Problem - Reproduce every line in the material below that holds "Answer".

Exercise materials -
┄┄┄┄┄┄

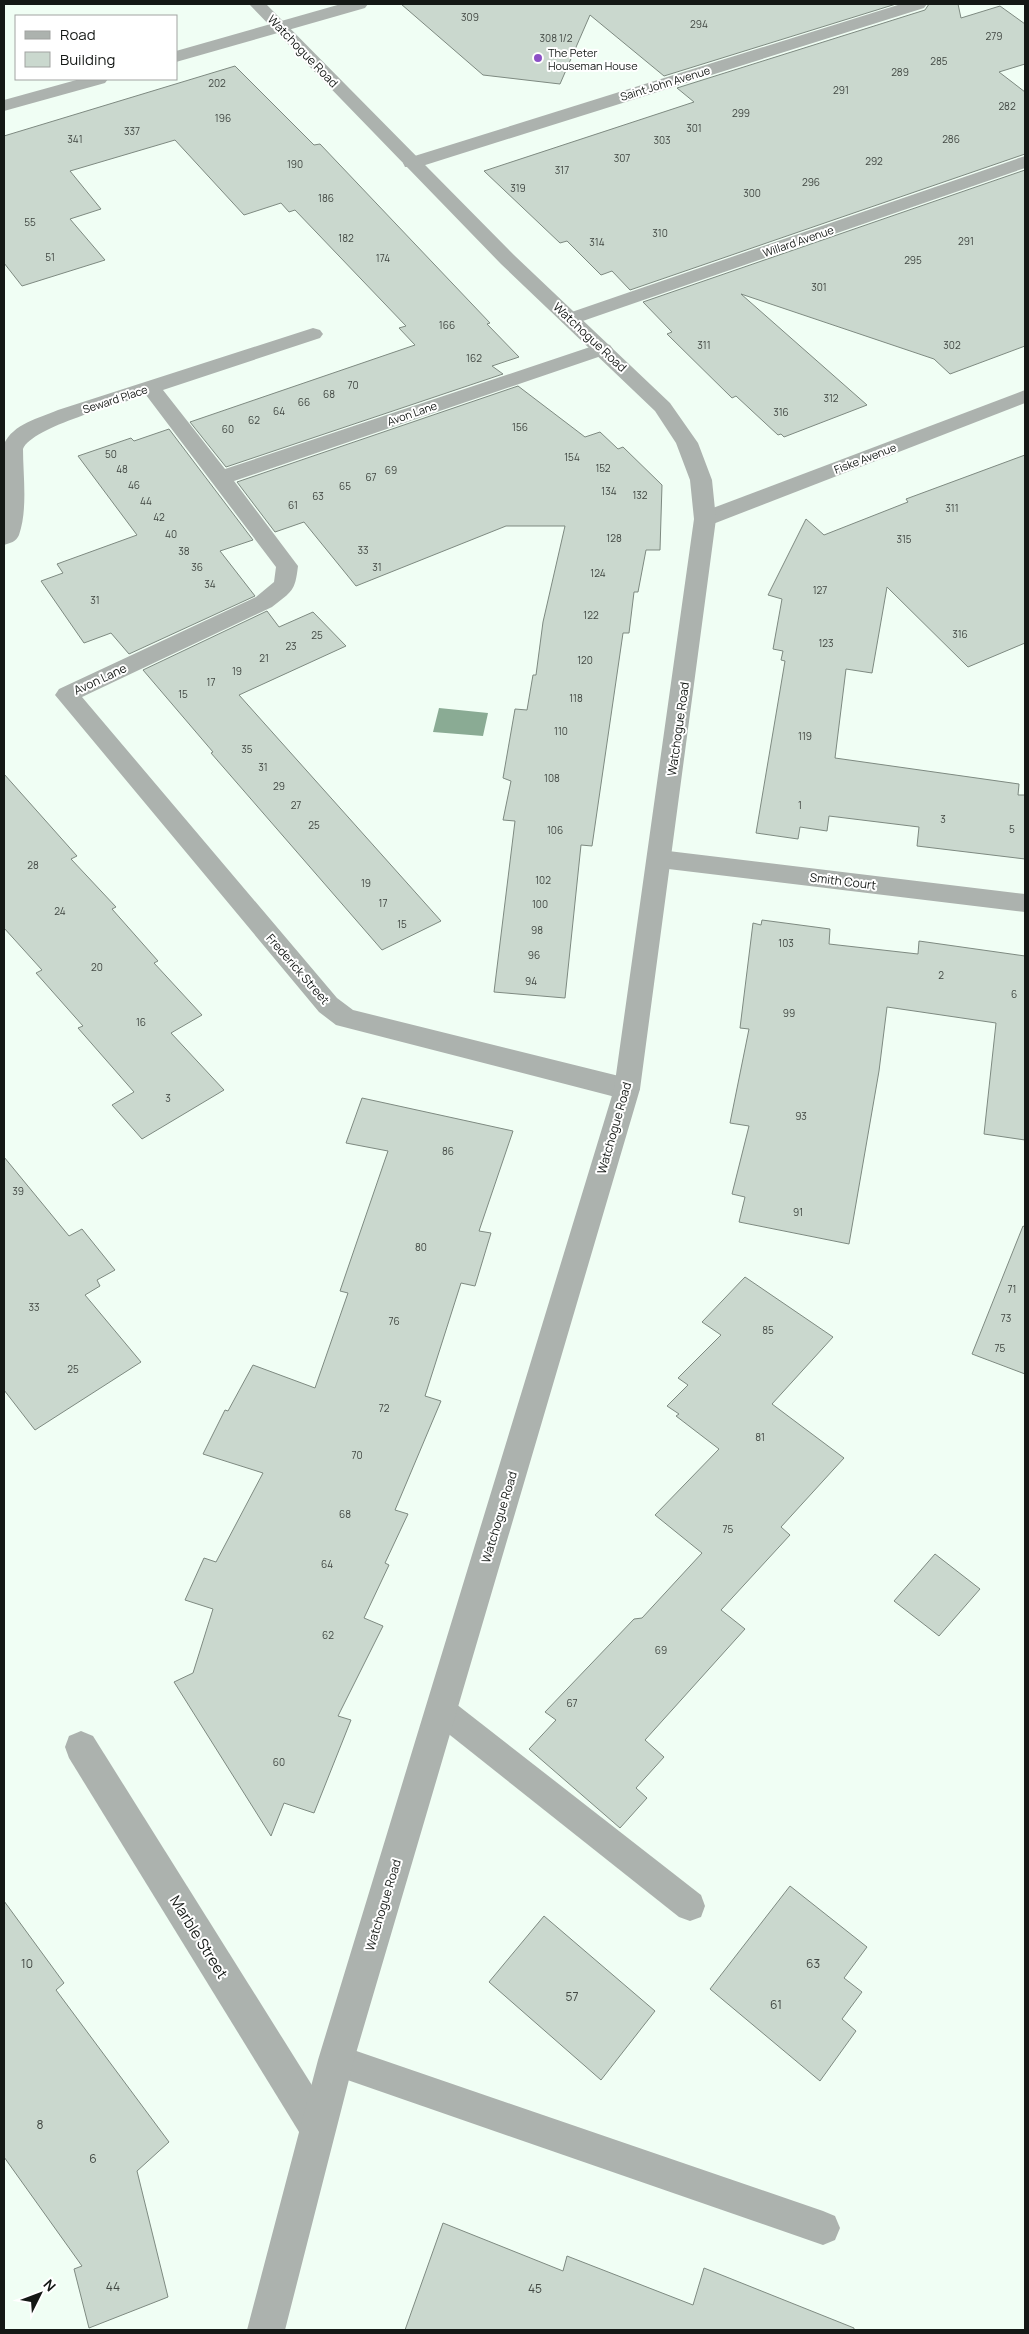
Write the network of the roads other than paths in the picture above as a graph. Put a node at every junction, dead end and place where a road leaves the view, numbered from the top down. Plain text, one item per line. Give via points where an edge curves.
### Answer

┄┄┄┄┄┄

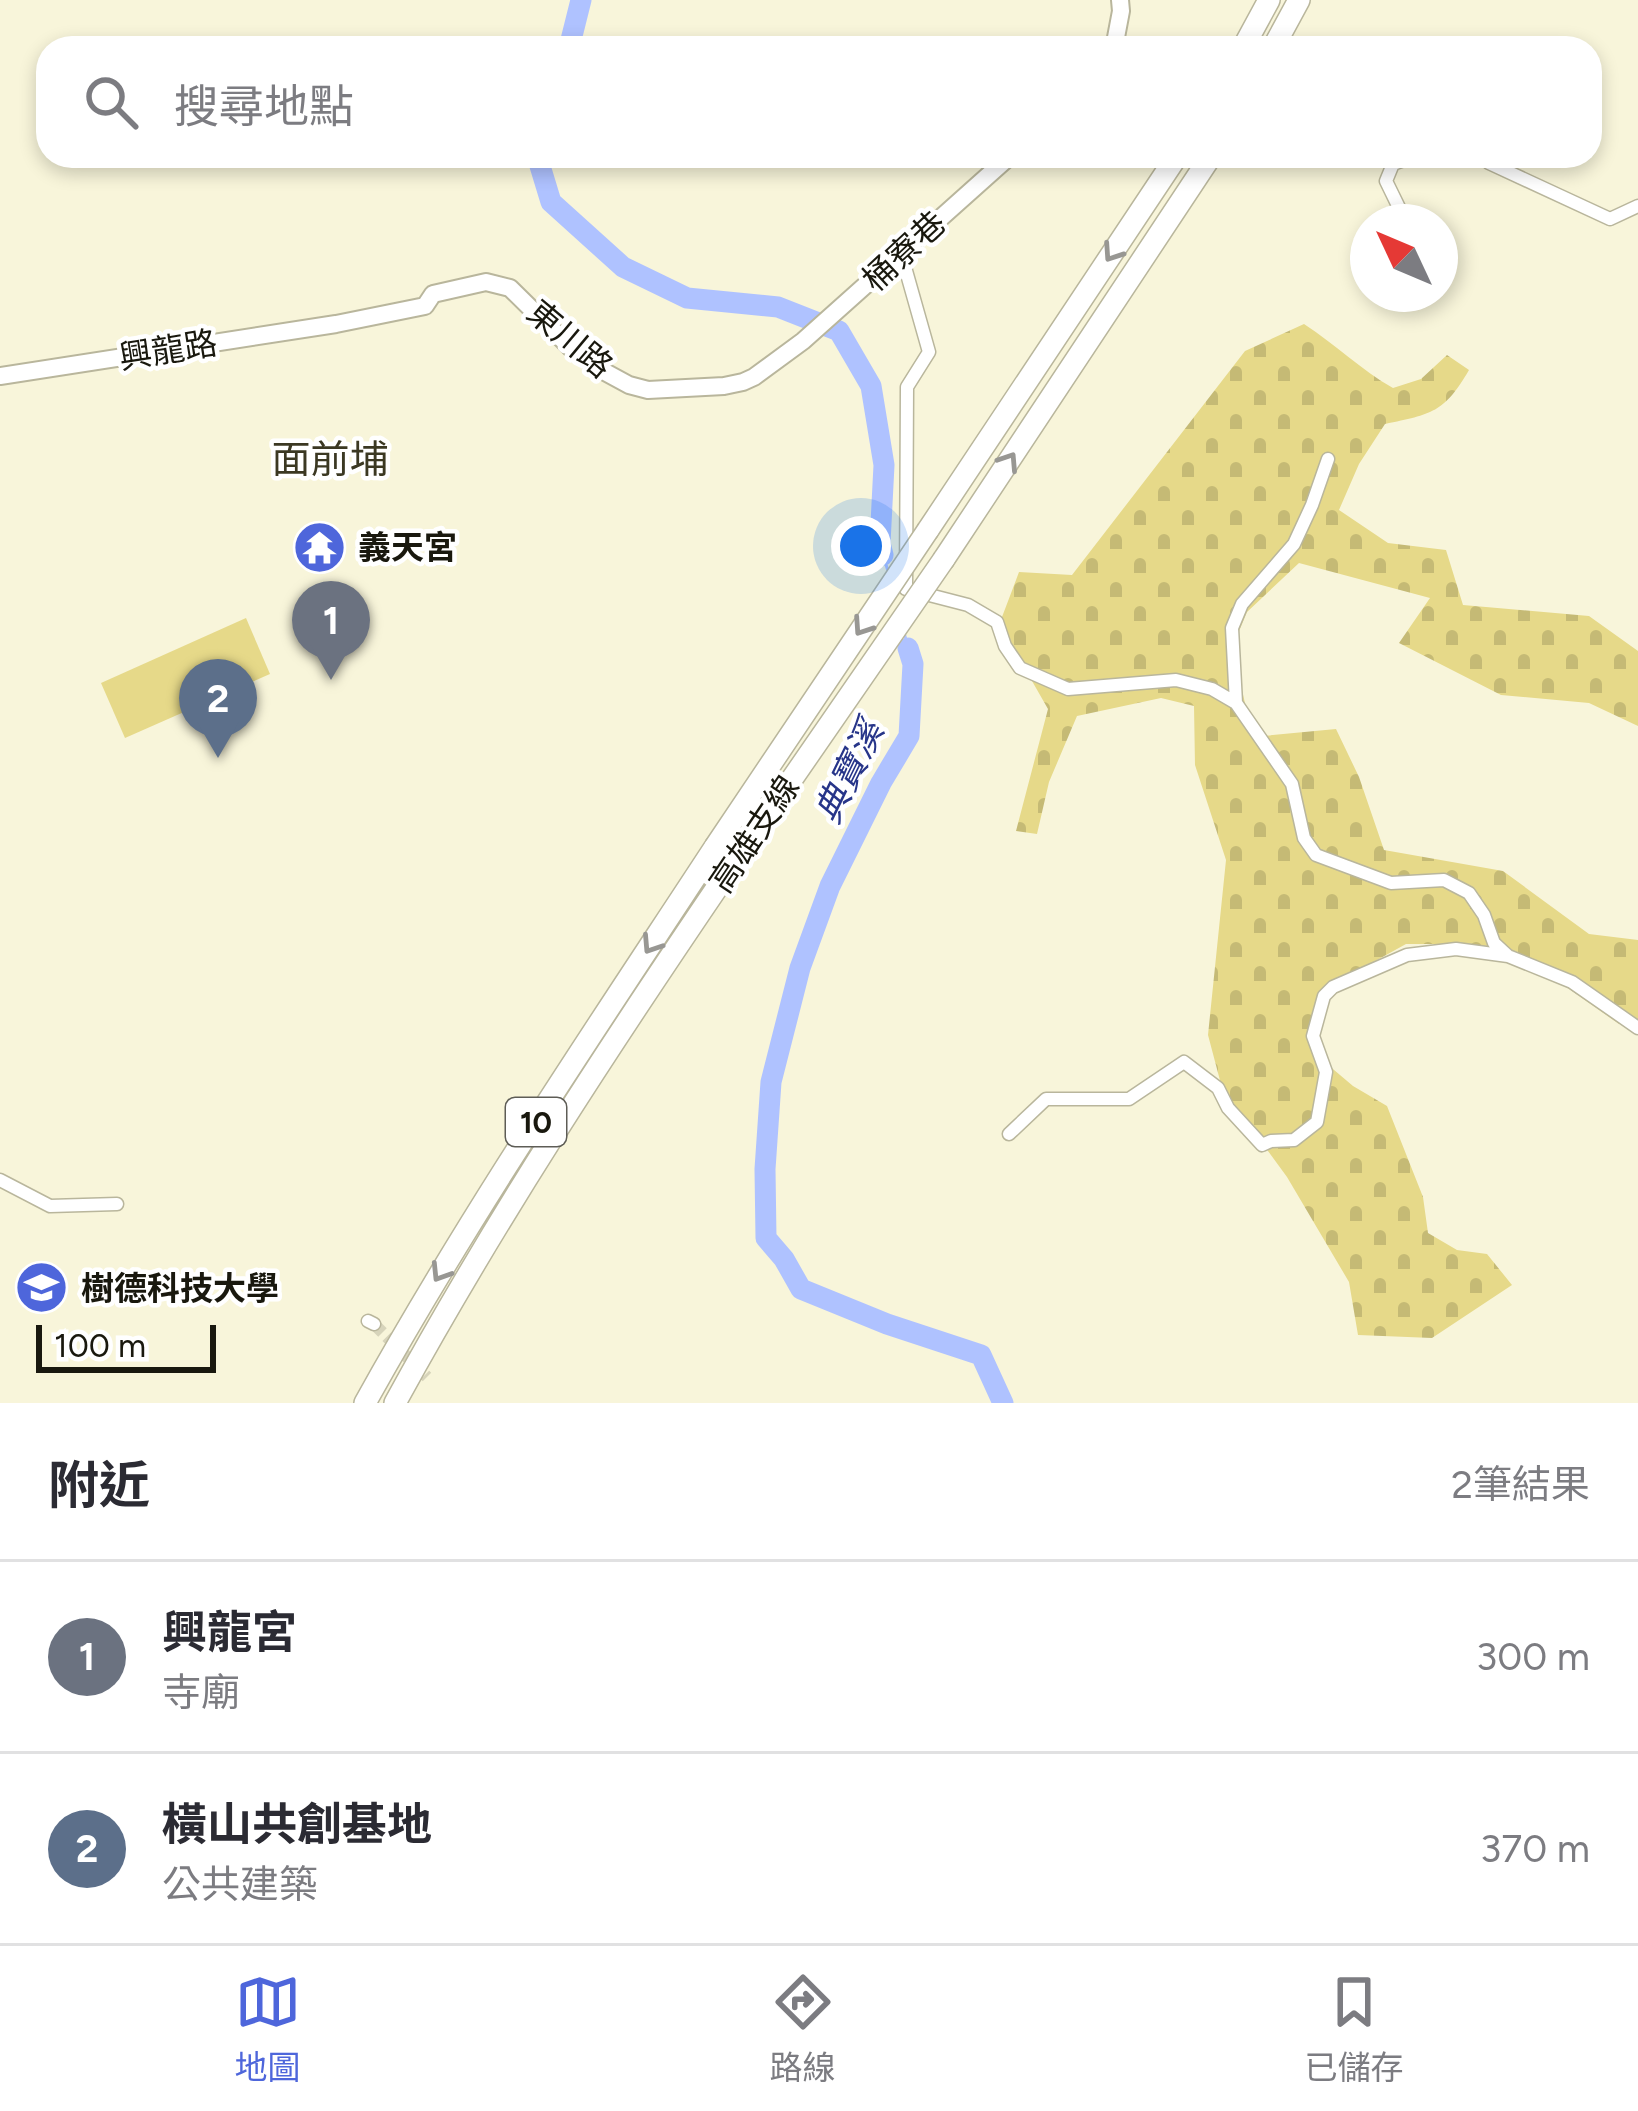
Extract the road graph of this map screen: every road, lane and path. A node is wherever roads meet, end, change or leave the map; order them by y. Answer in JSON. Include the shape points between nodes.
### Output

┄┄┄┄┄┄

Response -
### Answer
Extract the road graph of this map screen: every road, lane and path. A node is wherever roads meet, end, change or leave the map; order them by y. Answer in JSON. Include the shape points between nodes.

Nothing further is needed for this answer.